Dog lice come from direct contact with an infested dog or from contaminated objects like shared bedding, brushes, and collars. Unlike fleas, which can jump between hosts and survive for weeks in your home, lice are slow-moving parasites that spend their entire life cycle on a single dog and spread mainly through close physical contact.
How Dogs Pick Up Lice
The most common way a dog gets lice is by touching or lying near another dog that already has them. Lice can’t jump or fly. They crawl, gripping onto hair shafts with hook-like claws on each leg. This means transmission almost always requires close, sustained contact rather than a brief encounter at the dog park.
The second route is through contaminated objects. Grooming tools, shared bedding, leashes, and collars can harbor lice eggs (called nits) that were cemented onto stray hairs. If your dog uses a brush, kennel mat, or crate that an infested dog recently used, nits or adult lice clinging to shed hair can transfer over. Boarding facilities, shelters, doggy daycares, and grooming salons are higher-risk environments simply because dogs share space and equipment.
Two Types of Dog Lice
Dogs can host two distinct lice species. One type chews on skin debris, while the other pierces the skin and feeds on blood. The blood-feeding type causes more irritation because it breaks through the skin surface, leading to more intense itching and inflammation. Both types glue their eggs to the base of individual hair shafts, making them difficult to dislodge with regular bathing alone.

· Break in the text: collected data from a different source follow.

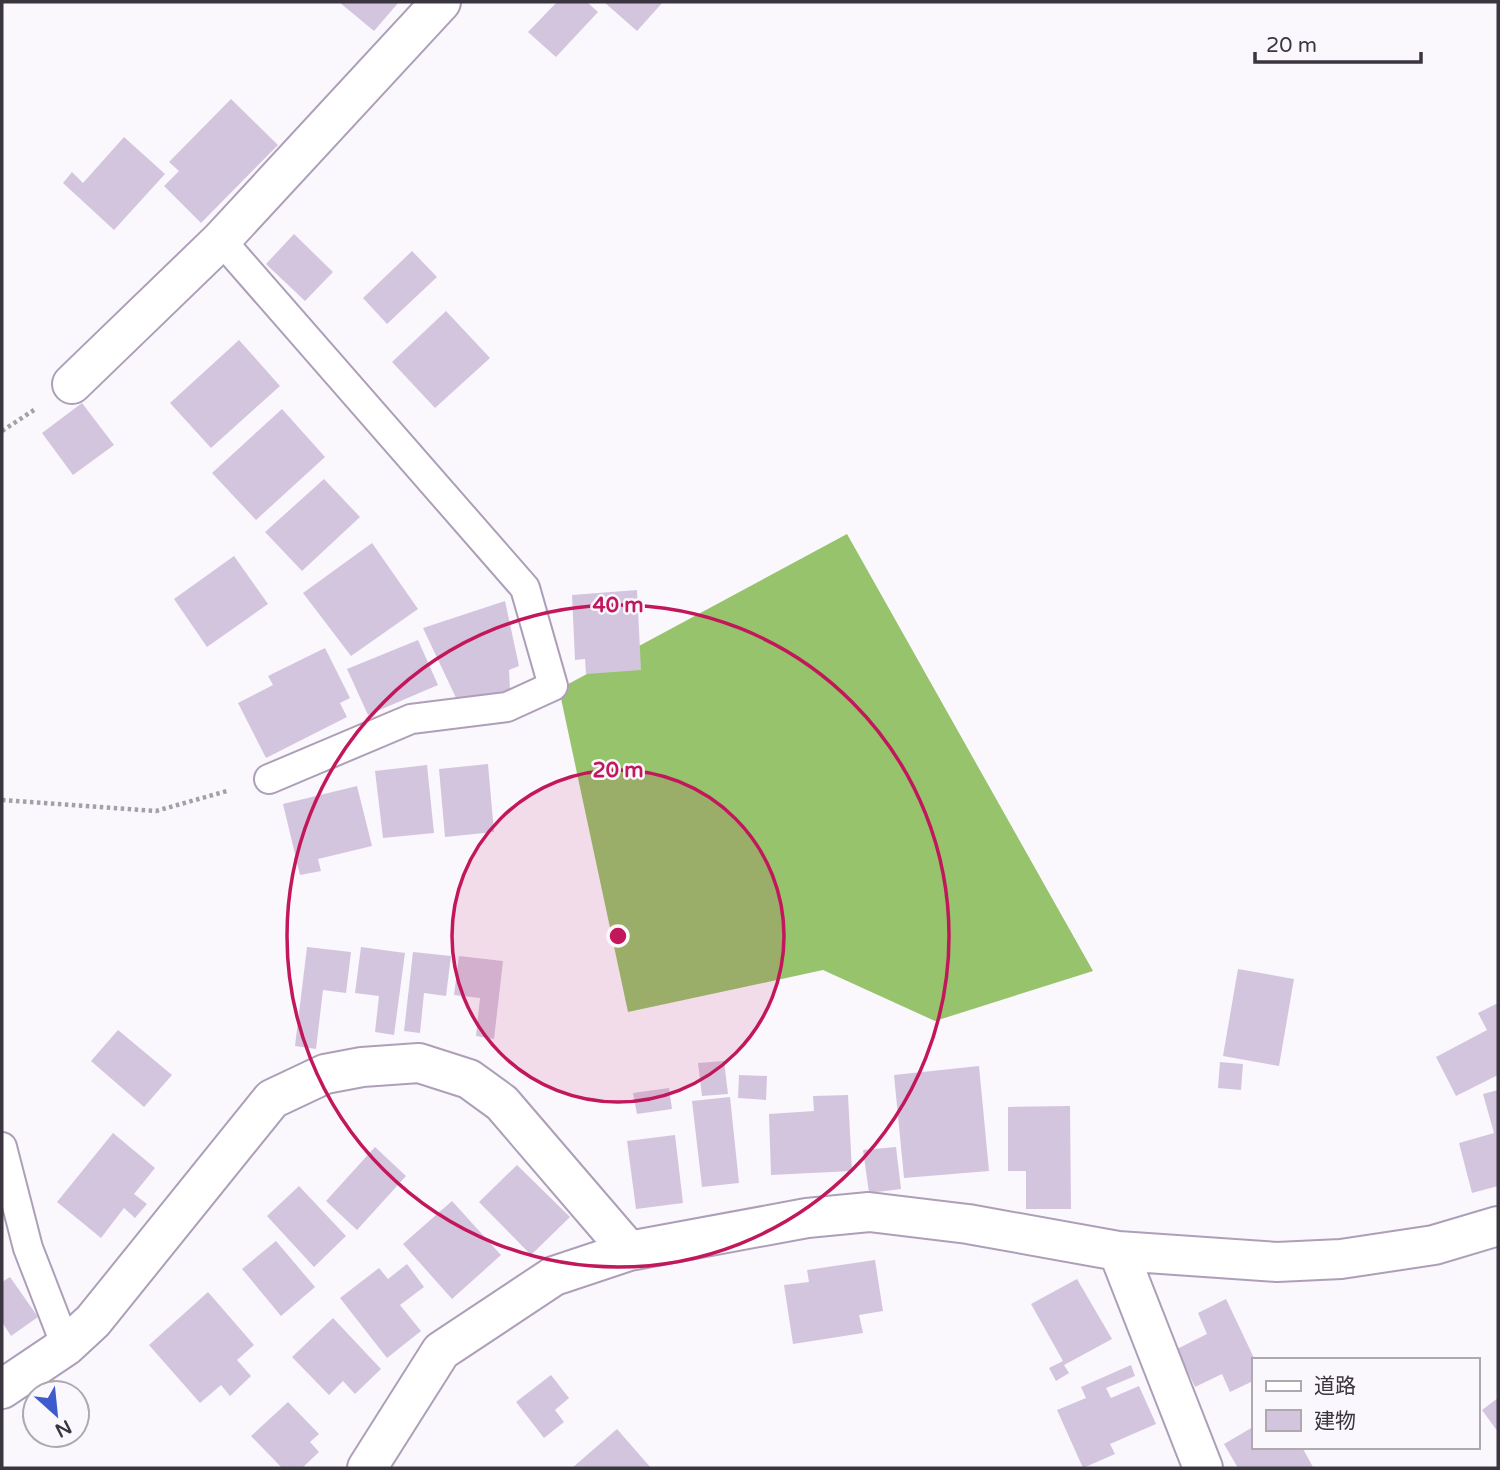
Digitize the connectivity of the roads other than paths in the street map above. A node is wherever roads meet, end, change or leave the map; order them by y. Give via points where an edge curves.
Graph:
1 (441, 2) edge
2 (221, 240) junction
3 (72, 384) dead end
4 (269, 779) road end
5 (2, 1147) edge
6 (1498, 1226) edge
7 (629, 1251) junction
8 (1118, 1251) junction
9 (66, 1346) junction
10 (2, 1389) edge
11 (367, 1468) edge
12 (1203, 1468) edge

1 - 2 street
2 - 3 street
2 - 4 lane via 525,588 553,685 507,707 411,719
5 - 9 lane via 28,1248
6 - 8 street via 1434,1245 1341,1259 1277,1262
7 - 8 street via 807,1218 869,1212
7 - 9 street via 502,1103 469,1079 419,1063 362,1067 325,1074 272,1099 93,1321
7 - 11 street via 554,1276 441,1351
8 - 12 street
9 - 10 street

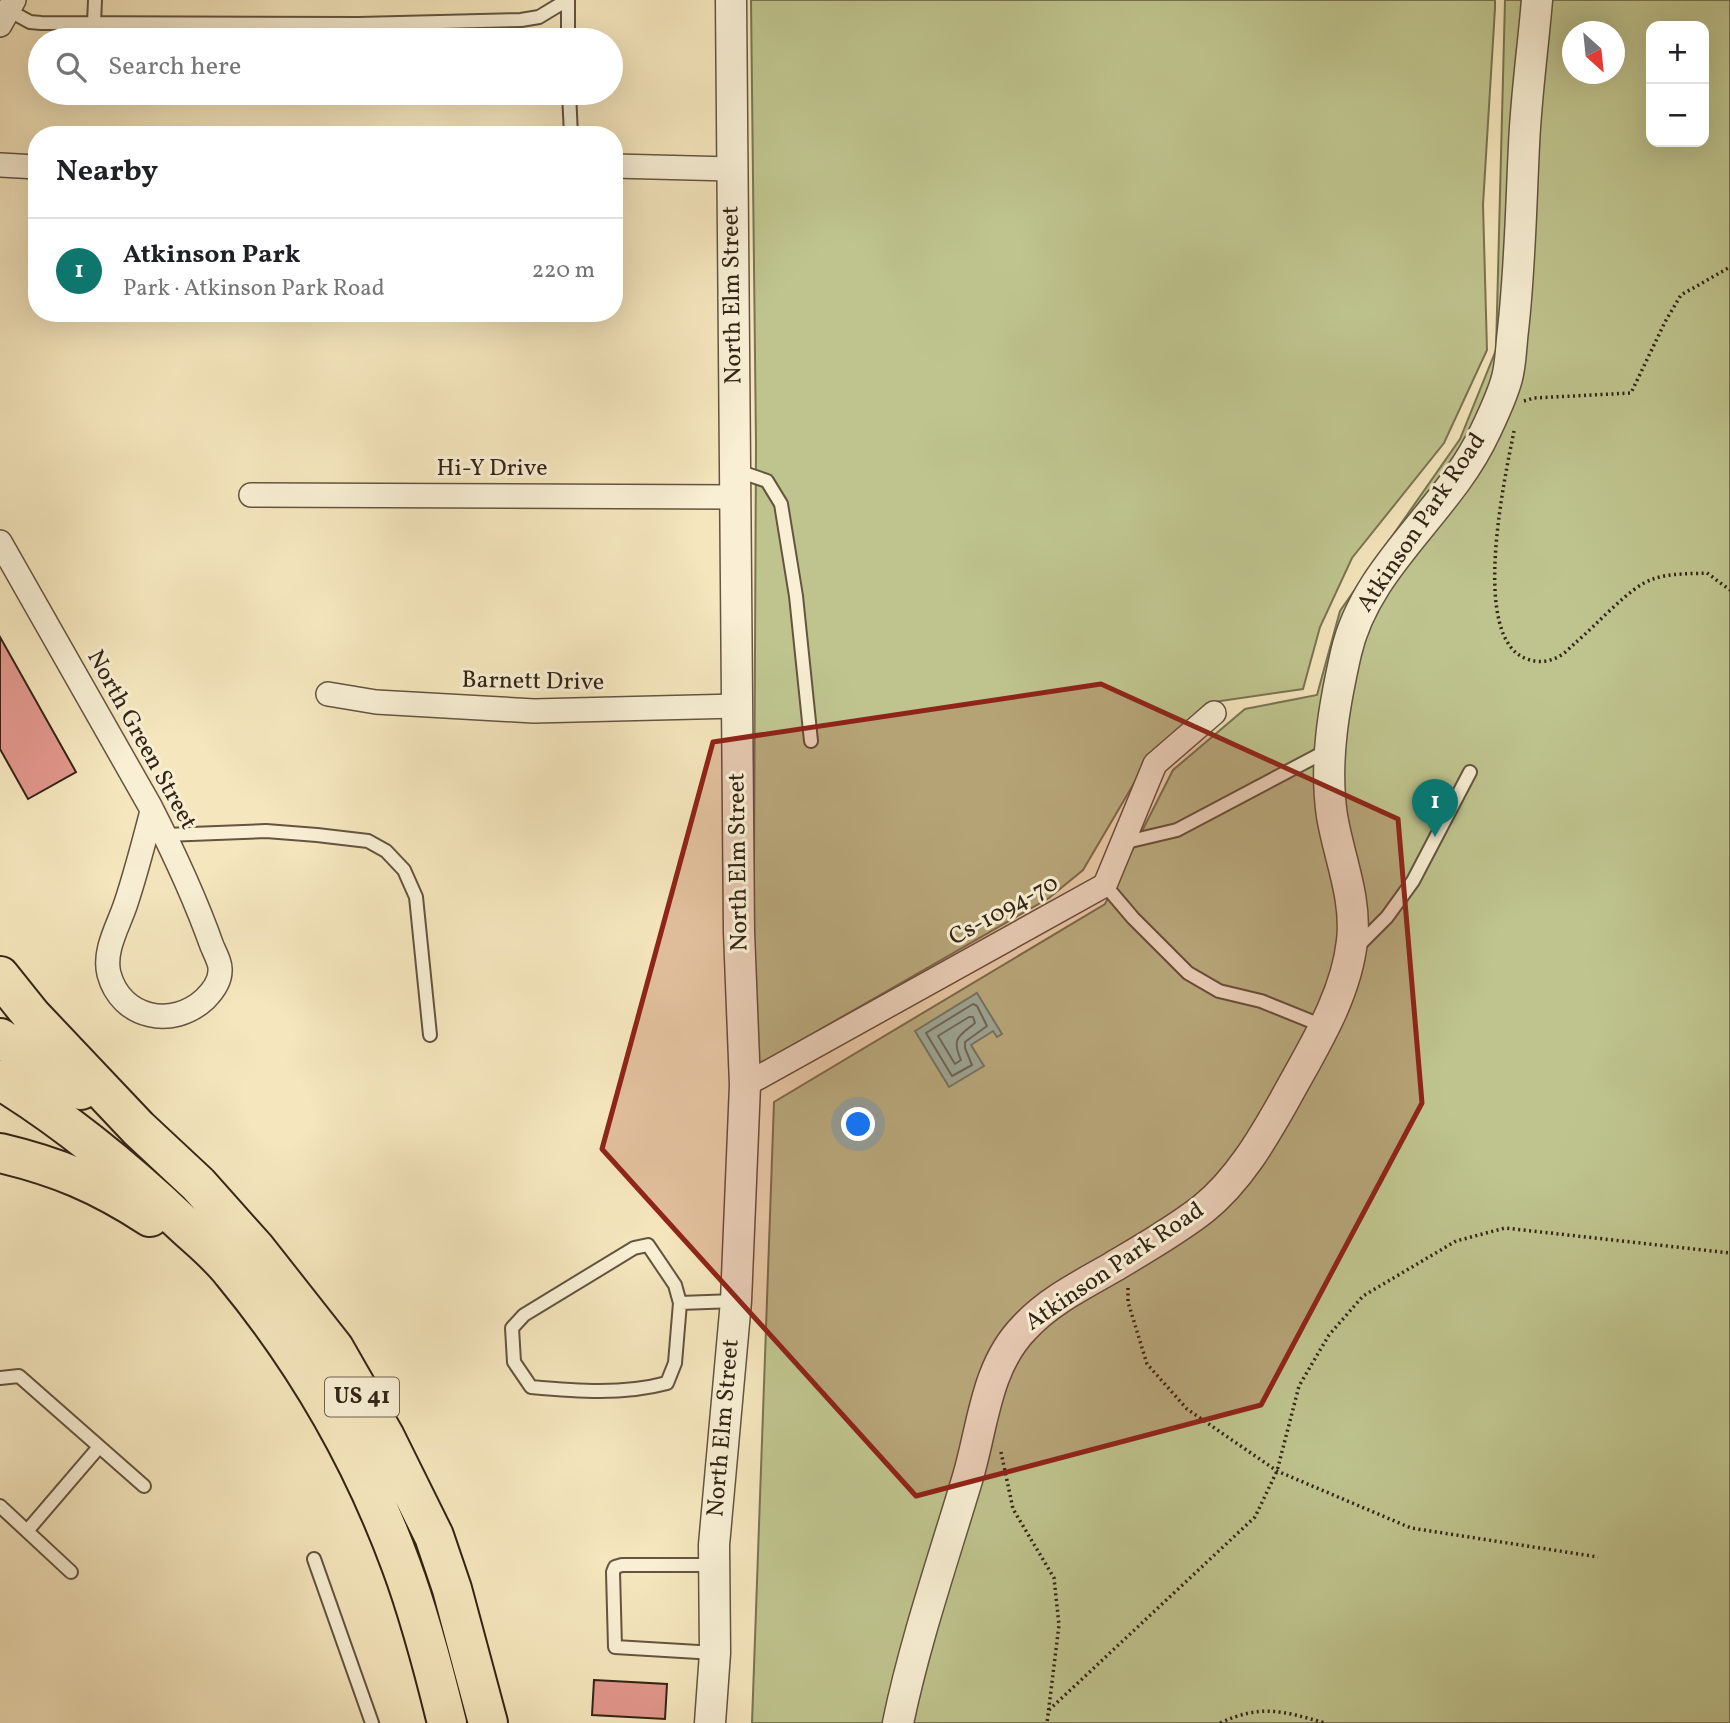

Why Your Dog Can’t Give You Lice
Lice are species-specific. The claws at the end of their legs are physically shaped to grip a particular thickness of hair shaft. Dog lice are built for dog hair, not human hair, so they can’t establish an infestation on you even if one lands on your skin. The reverse is also true: human head lice cannot survive on your dog. If your dog has lice, you don’t need to worry about your family catching them, only about other dogs in the household.
The Life Cycle on Your Dog
A female louse lives about 30 to 45 days and lays several eggs each day throughout her life. She cements those nits near the base of the hair, where warmth from the skin helps them develop. Nits hatch in one to two weeks, and the young lice reach maturity about three weeks after that. This means a single unnoticed female can produce a rapidly growing population within a month.
Lice depend entirely on their host to survive. Off a dog’s body, they dehydrate and die relatively quickly because they need constant access to warmth, moisture, and food. This is actually good news for cleanup: lice aren’t building hidden colonies in your carpet the way fleas do. The bulk of the problem is on your dog, not in your house.
What a Lice Infestation Looks Like
The most obvious sign is persistent scratching, especially around the ears, neck, shoulders, and groin. You might notice a rough, dry coat, patches of hair loss, or small white specks attached firmly to the hair near the skin. Those specks are nits. Unlike dandruff, nits don’t flake off when you shake the hair. They’re glued in place and require effort to slide off the shaft.
Heavy infestations can cause restlessness, skin wounds from constant scratching, and in the case of blood-feeding lice, mild anemia in small or young dogs. Lice are visible to the naked eye if you part the fur and look closely, though they’re small (about the size of a sesame seed) and tend to scatter from light.
Getting Rid of Lice
Most modern flea and tick preventatives also kill lice effectively. If your dog is already on a monthly or quarterly parasite prevention product, a lice infestation is unlikely in the first place. Dogs that get lice are often those not on regular prevention, particularly strays, rescue dogs, or puppies that haven’t started a parasite control routine yet.
Treatment typically needs to be repeated because most products kill adult lice and larvae but not the nits already cemented to hair. Since eggs hatch over a one-to-two-week window, a second treatment around two weeks after the first catches newly hatched lice before they can lay more eggs. Every dog in the household should be treated at the same time, even if only one is showing symptoms.
Cleaning Your Dog’s Environment
While lice don’t survive long off a host, their eggs on shed hair can still pose a reinfestation risk. Wash your dog’s bedding in hot, soapy water and repeat every few days until the infestation is fully controlled. Vacuum carpets, furniture, and anywhere your dog rests, ideally every other day during treatment. Grooming tools, collars, harnesses, and leashes should all be thoroughly cleaned or replaced. If you use a shared grooming facility, let them know so they can sanitize their equipment as well.